→ YOUR GOAL
Among the entries below, which lines include the string "Kirinyabigo"? Show each one.
START DATA FOR ANALYSIS
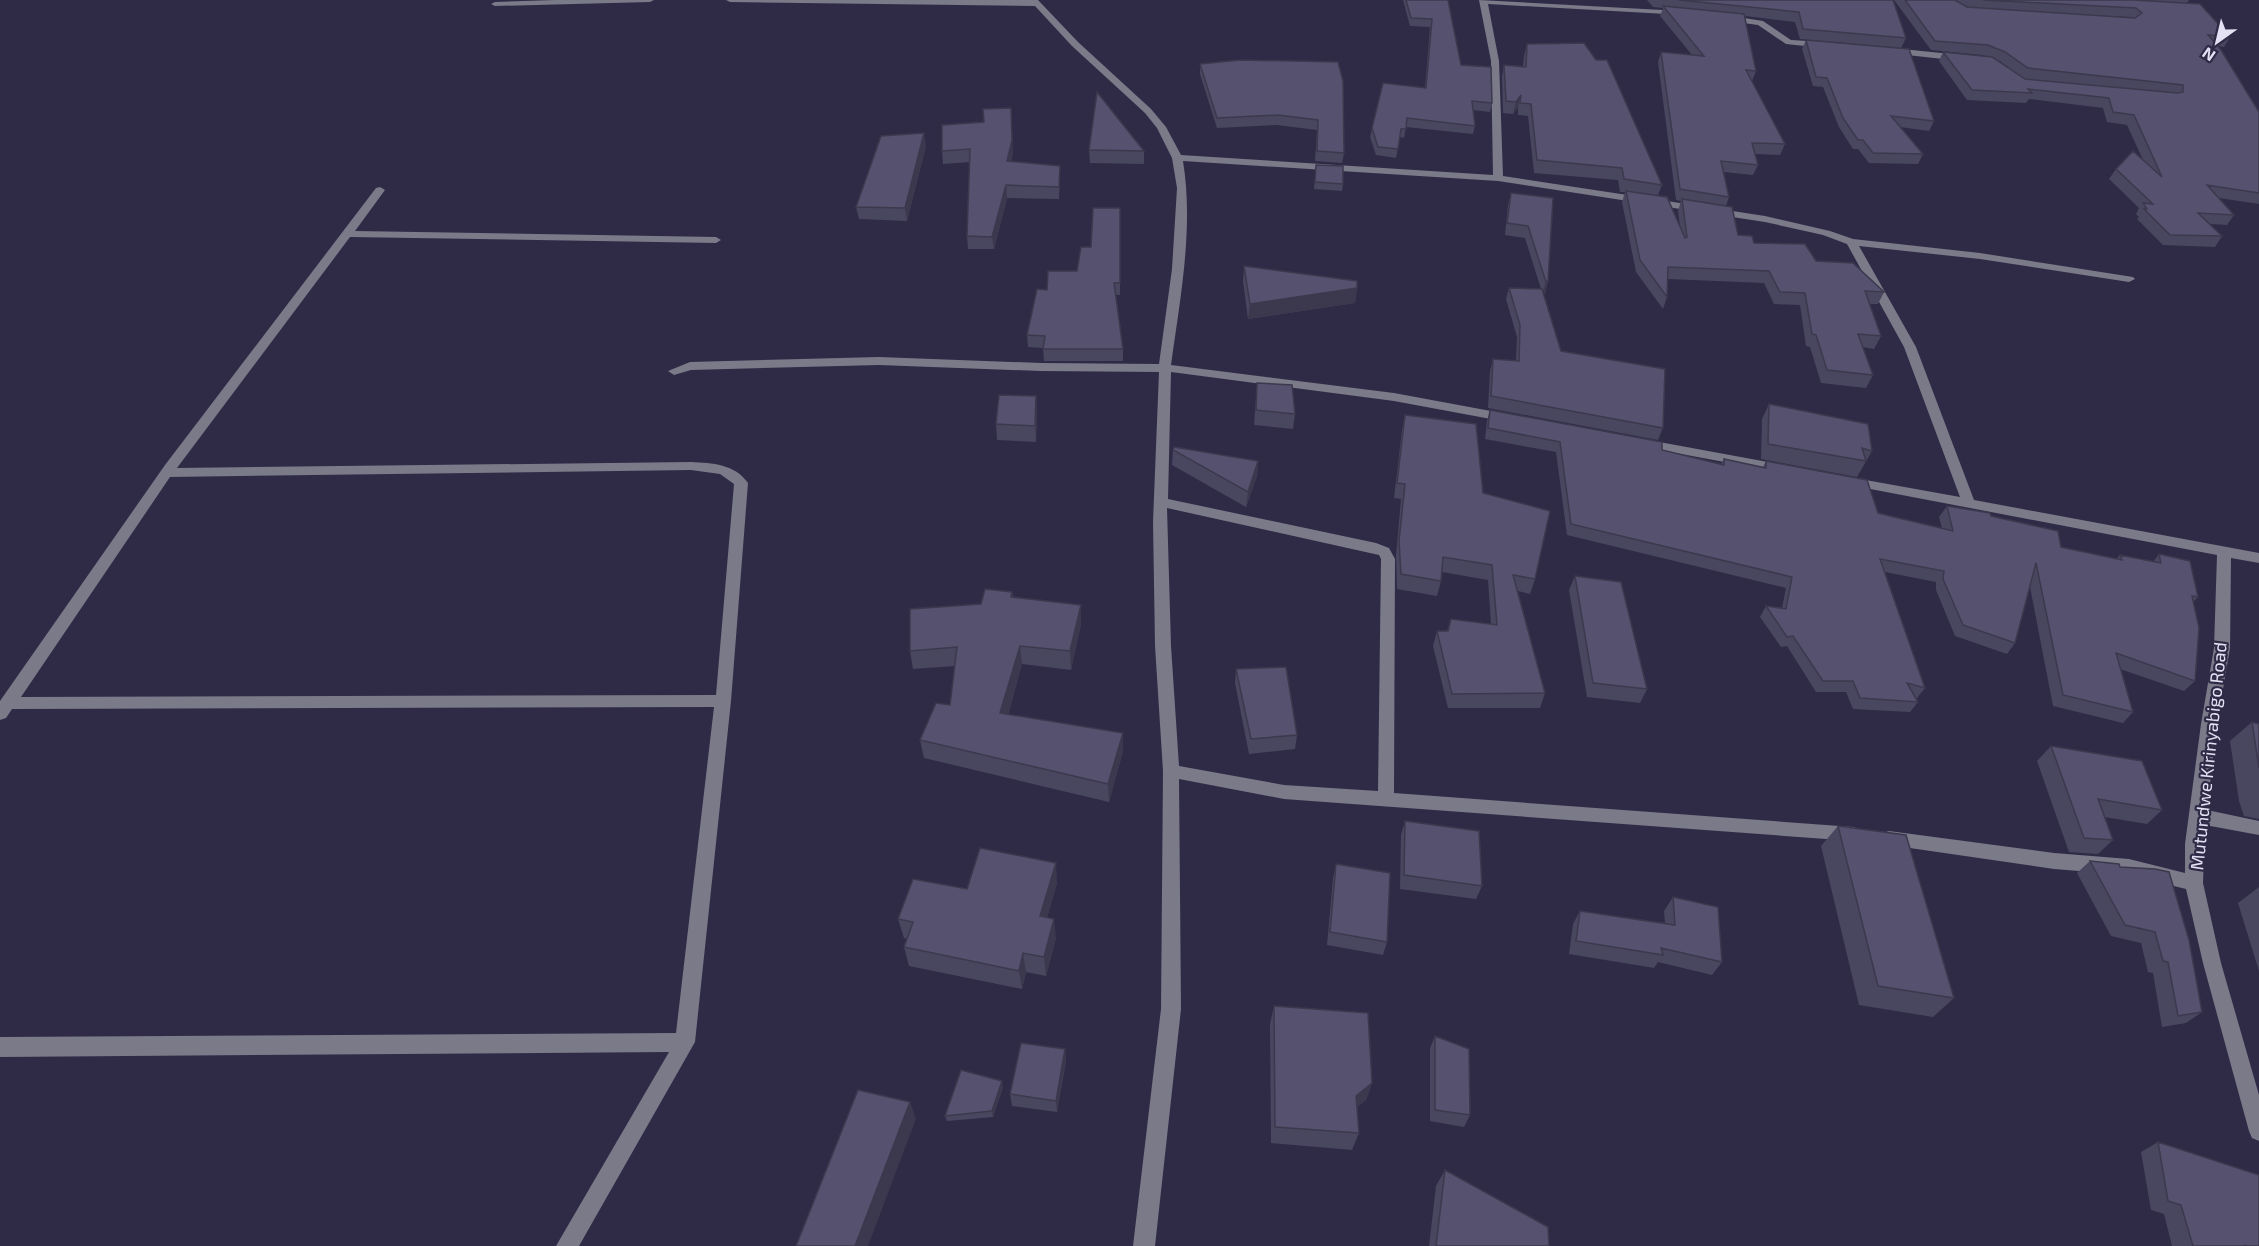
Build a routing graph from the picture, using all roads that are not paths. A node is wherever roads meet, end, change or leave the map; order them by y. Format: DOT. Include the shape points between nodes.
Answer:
graph roads {
  1 [pos="650,0"];
  2 [pos="730,0"];
  3 [pos="1483,1"];
  4 [pos="1035,2"];
  5 [pos="495,4"];
  6 [pos="1694,15"];
  7 [pos="1718,17"];
  8 [pos="1831,45"];
  9 [pos="1879,50"];
  10 [pos="1972,59"];
  11 [pos="1177,158"];
  12 [pos="1498,178"];
  13 [pos="380,190"];
  14 [pos="348,234"];
  15 [pos="716,240"];
  16 [pos="1851,242"];
  17 [pos="2129,279"];
  18 [pos="1165,368"];
  19 [pos="674,371"];
  20 [pos="1516,420"];
  21 [pos="1629,441"];
  22 [pos="1799,472"];
  23 [pos="167,473"];
  24 [pos="1833,478"];
  25 [pos="1160,502"];
  26 [pos="1969,504"];
  27 [pos="2224,552"];
  28 [pos="2259,558"];
  29 [pos="723,701"];
  30 [pos="4,709"];
  31 [pos="1171,771"];
  32 [pos="1386,799"];
  33 [pos="2198,816"];
  34 [pos="2259,828"];
  35 [pos="2194,883"];
  36 [pos="685,1042"];
  37 [pos="0,1047"];
  38 [pos="2259,1131"];
  39 [pos="567,1246"];
  40 [pos="1144,1246"];
  1 -- 5 [label="street"];
  2 -- 4 [label="street"];
  3 -- 6 [label="street"];
  3 -- 12 [label="street" via="1495,61"];
  4 -- 11 [label="street" via="1148,111"];
  7 -- 8 [label="street" via="1760,23 1789,42"];
  9 -- 10 [label="street"];
  11 -- 12 [label="street"];
  11 -- 18 [label="street" via="1182,188 1178,269"];
  12 -- 16 [label="street" via="1765,219"];
  13 -- 14 [label="street"];
  14 -- 15 [label="street"];
  14 -- 23 [label="street"];
  16 -- 17 [label="street" via="1980,255"];
  16 -- 26 [label="street" via="1911,346"];
  18 -- 19 [label="street" via="1041,368 879,361 690,366"];
  18 -- 20 [label="street" via="1394,398"];
  18 -- 25 [label="street"];
  21 -- 22 [label="street"];
  23 -- 29 [label="street" via="691,466 733,473 741,483"];
  23 -- 30 [label="street"];
  24 -- 26 [label="street"];
  25 -- 31 [label="street" via="1162,646"];
  25 -- 32 [label="street" via="1384,552 1388,559"];
  26 -- 27 [label="street"];
  27 -- 28 [label="street"];
  27 -- 33 [label="street, Mutundwe Kirinyabigo Road" via="2222,648"];
  29 -- 30 [label="street"];
  29 -- 36 [label="street"];
  31 -- 32 [label="street" via="1284,792"];
  31 -- 40 [label="street" via="1171,1009"];
  32 -- 35 [label="street" via="1872,836 2054,861 2129,867"];
  33 -- 34 [label="street"];
  33 -- 35 [label="street, Mutundwe Kirinyabigo Road"];
  35 -- 38 [label="street, Mutundwe Kirinyabigo Road" via="2211,963"];
  36 -- 37 [label="street"];
  36 -- 39 [label="street"];
}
END DATA FOR ANALYSIS
→ WRITTEN SOLUTION
  27 -- 33 [label="street, Mutundwe Kirinyabigo Road" via="2222,648"];
  33 -- 35 [label="street, Mutundwe Kirinyabigo Road"];
  35 -- 38 [label="street, Mutundwe Kirinyabigo Road" via="2211,963"];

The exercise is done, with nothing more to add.